My activities Google en entreprise : risques, bonnes pratiques et conformité

Un matin, la fiche Google My Business d’une entreprise peut disparaître du web sans bruit, sans avertissement, sans logique apparente. Celle qui respectait scrupuleusement les règles se retrouve évincée du jour au lendemain, alors qu’une autre, clairement hors des clous, continue d’apparaître dans les résultats comme si de rien n’était.

Les règles dictées par Google semblent parfois mouvantes, variant selon l’adresse, la catégorie d’activité ou la moindre modification apportée à une fiche. Avec le RGPD et le DMA, le puzzle devient plus complexe : les obligations se multiplient pour chaque entreprise qui veut rester visible et conforme, tandis que la moindre erreur peut bloquer la réactivation d’un profil professionnel, ou transformer une simple formalité en parcours du combattant.

Suspension d’une fiche Google My Business : comprendre les causes et les conséquences pour votre entreprise

Quand Google coupe le robinet : les raisons d’une suspension

La suspension d’une fiche Google My Business frappe sans crier gare. Un simple changement de numéro de téléphone, une adresse modifiée à la marge ou une donnée jugée incohérente par rapport à d’autres sources publiques, et le couperet tombe. Google vérifie chaque fiche établissement : présence de doublons, discordances dans les horaires, utilisation excessive de mots-clés dans le nom commercial, ou absence de consentement explicite dès qu’il s’agit de données à caractère personnel.

Le RGPD impose désormais une vigilance constante : toute information publiée (adresses, numéros, horaires) doit respecter le droit des individus, y compris leur droit à l’effacement. Un seul faux pas, même minime, peut entraîner une suspension automatique. Pour l’établissement concerné, cette coupure n’a rien d’anodin : elle signifie invisibilité et perte d’activité, souvent sans recours immédiat.

Conséquences immédiates : perte de visibilité et défi réglementaire

Une fiche suspendue s’efface instantanément de Google Maps et des résultats locaux. Pour les clients, plus d’adresse, plus de numéro de téléphone, plus d’avis. La visibilité numérique de l’entreprise s’effondre sans prévenir.

Voici les effets les plus fréquents de cette disparition :

  • Recul de trafic : les appels et visites en point de vente chutent brusquement.
  • Perte de confiance : pour les internautes, l’absence de fiche ressemble à une fermeture pure et simple.
  • Risque juridique : le non-respect du règlement sur la protection des données expose à des contrôles et à des sanctions.

Il s’agit donc de trouver une juste mesure : fournir des informations utiles sans jamais négliger les droits individuels. Désormais, la protection des données et la conformité font la différence entre une fiche visible et une entreprise effacée du paysage Google.
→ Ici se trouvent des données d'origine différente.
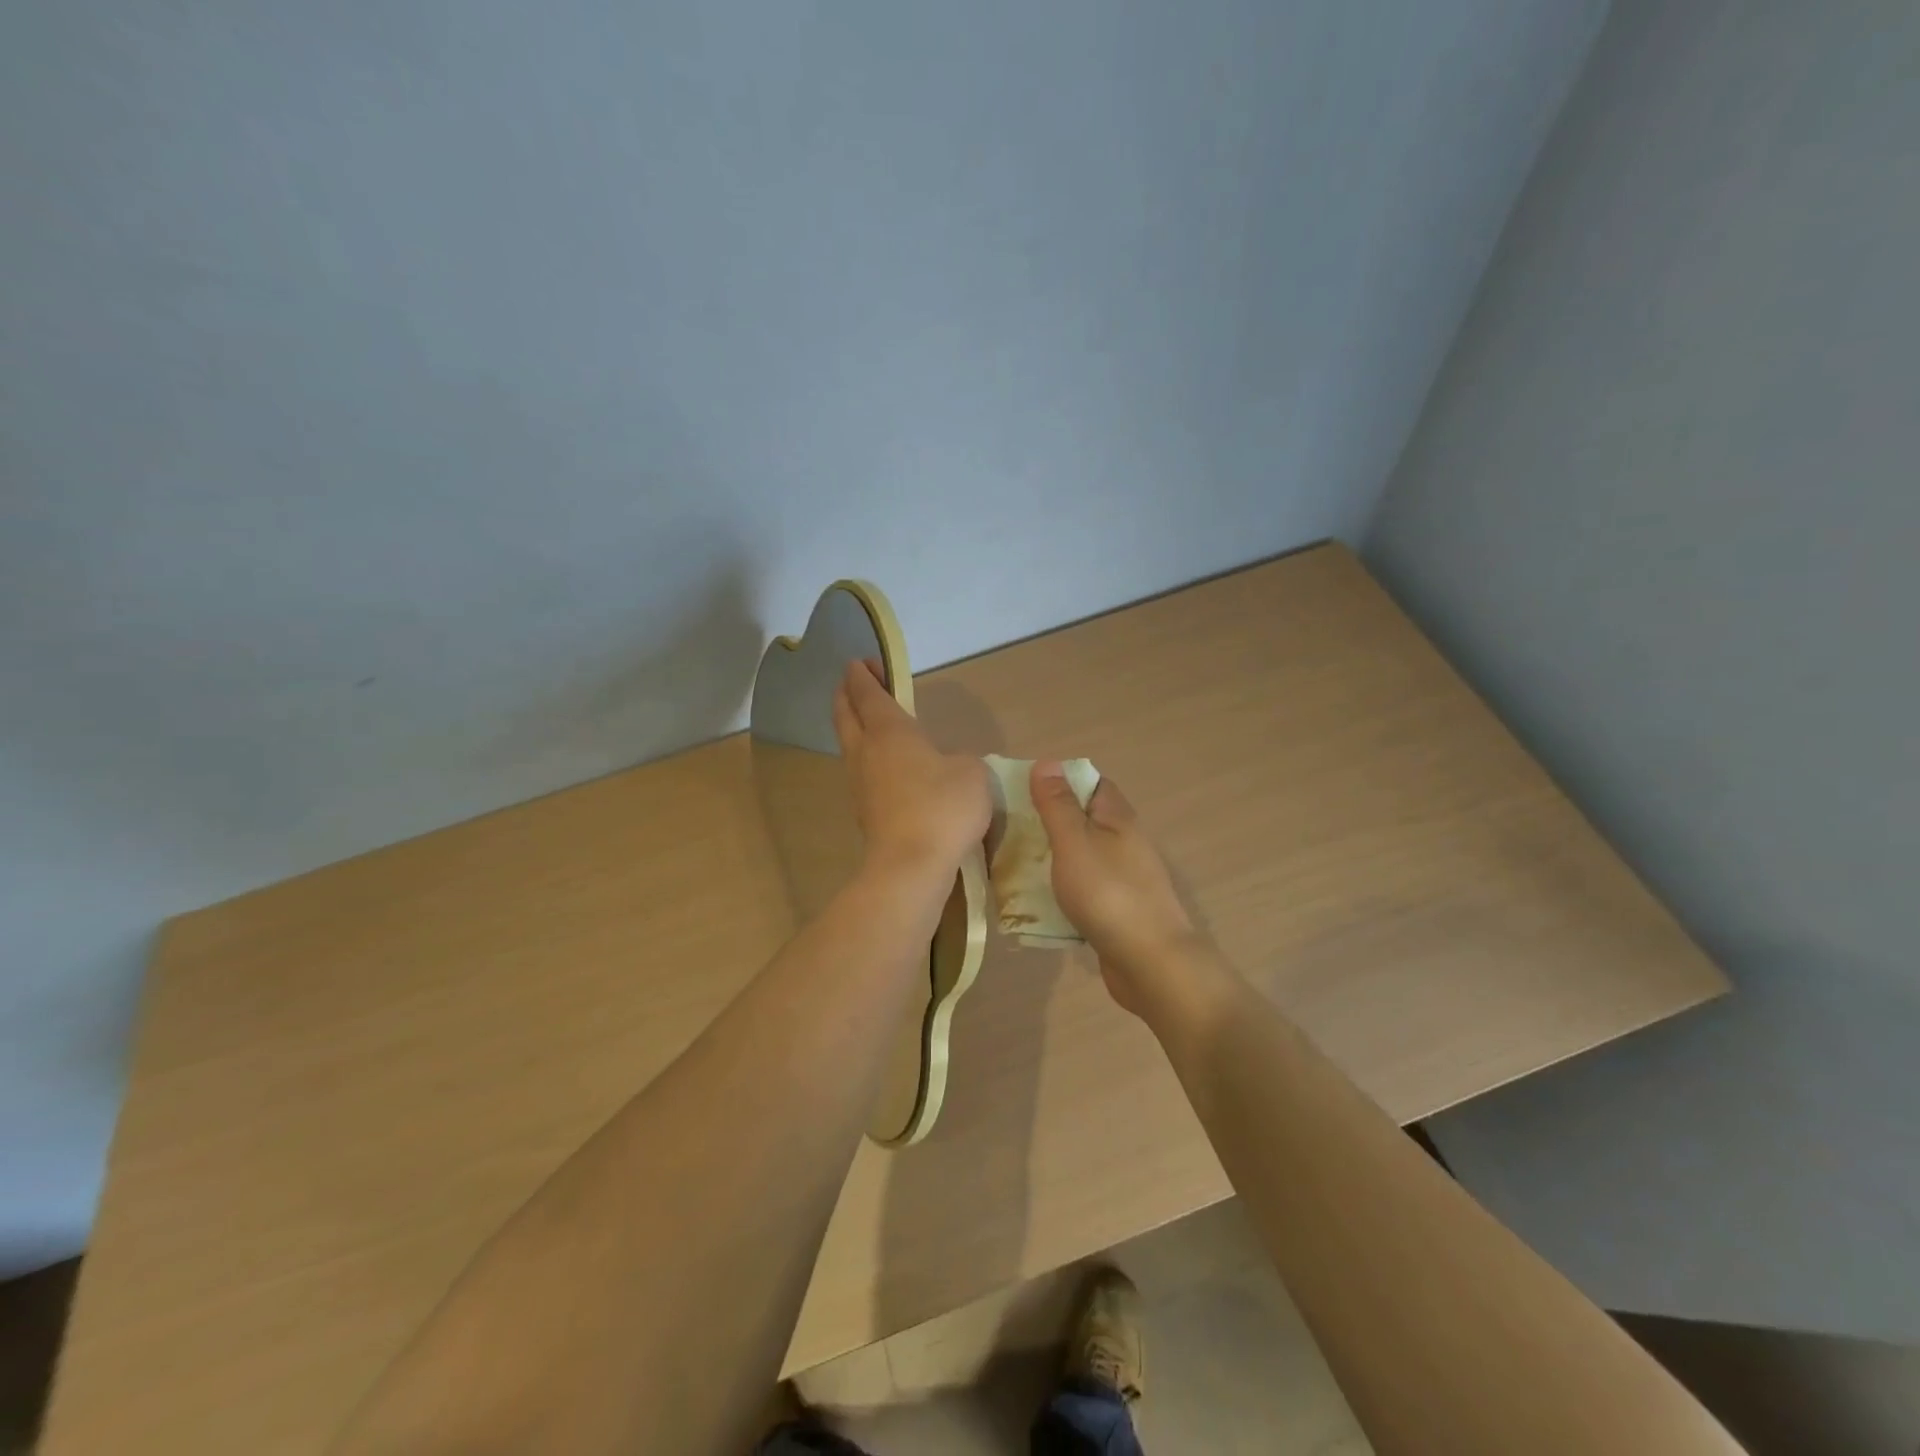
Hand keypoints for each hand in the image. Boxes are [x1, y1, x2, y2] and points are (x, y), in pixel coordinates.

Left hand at [833, 660, 990, 877]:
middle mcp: (866, 751)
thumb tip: (948, 766)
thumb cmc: (942, 807)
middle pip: (845, 714)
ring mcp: (859, 782)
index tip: (861, 662)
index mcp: (890, 731)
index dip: (862, 674)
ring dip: (855, 727)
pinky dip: (867, 757)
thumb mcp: (971, 772)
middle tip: (856, 682)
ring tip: (872, 723)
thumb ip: (960, 759)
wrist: (910, 866)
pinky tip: (886, 766)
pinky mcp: (864, 810)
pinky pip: (860, 771)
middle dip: (847, 694)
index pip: (868, 693)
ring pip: (849, 743)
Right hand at [1029, 762, 1211, 1019]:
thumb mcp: (1074, 841)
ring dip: (1051, 858)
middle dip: (1048, 821)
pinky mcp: (1116, 910)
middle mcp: (1123, 842)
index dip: (1059, 781)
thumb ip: (1058, 805)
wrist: (1151, 963)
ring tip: (1012, 864)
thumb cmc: (1109, 893)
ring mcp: (1122, 878)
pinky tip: (1037, 901)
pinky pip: (1083, 889)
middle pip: (1083, 820)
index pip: (1090, 782)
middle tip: (1008, 829)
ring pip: (1080, 857)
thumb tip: (1047, 762)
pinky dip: (1061, 890)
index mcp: (1117, 818)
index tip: (1021, 790)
Femme administratrice informatique vérifiant paramètres Google

Comment réactiver une fiche suspendue et rester conforme aux obligations RGPD et DMA ?

Réactivation : précision, patience et preuves

La réactivation d’une fiche Google ne se fait jamais en un claquement de doigts. Premier réflexe : consulter le tableau de bord Google My Business pour tenter d’identifier la cause de la suspension. Google exige généralement des preuves : factures récentes, extrait Kbis, photographie de la devanture ou tout document capable d’attester la réalité de l’établissement. Ces éléments doivent être transmis via le formulaire dédié sur le support Google.

L’attente commence alors. Les délais fluctuent, de quelques jours à plusieurs semaines selon l’enquête. Pendant cette période, chaque échange avec le support doit être clair, précis, factuel. Le moindre détail peut compter, surtout si la suspension découle d’une suspicion d’incohérence ou d’un manquement aux règles du Google Business Profile.

Rester dans les clous du RGPD et du DMA

Le RGPD impose une vigilance de tous les instants sur la protection des données personnelles. Il convient de vérifier que chaque information affichée (adresse, numéro de téléphone, horaires) respecte scrupuleusement la réglementation. Avant de publier une donnée à caractère personnel, le consentement de la personne concernée est indispensable. Le DMA (Digital Markets Act) introduit de nouvelles règles : il s’agit notamment de permettre aux utilisateurs de transférer ou supprimer leurs informations rapidement sur demande.

Pour répondre à toutes ces exigences, quelques mesures concrètes s’imposent :

  • Contrôler régulièrement les paramètres de confidentialité dans le tableau de bord Google My Business.
  • Mettre à jour les procédures internes de gestion des données.
  • Archiver systématiquement la preuve des consentements recueillis.

Réactiver sa fiche et préserver la conformité, c’est un marathon, pas un sprint. Anticiper les contrôles, s’adapter aux changements, garder la main sur ses données : la présence d’une entreprise sur Google se joue désormais à l’endurance et à la rigueur, bien plus qu’à la chance.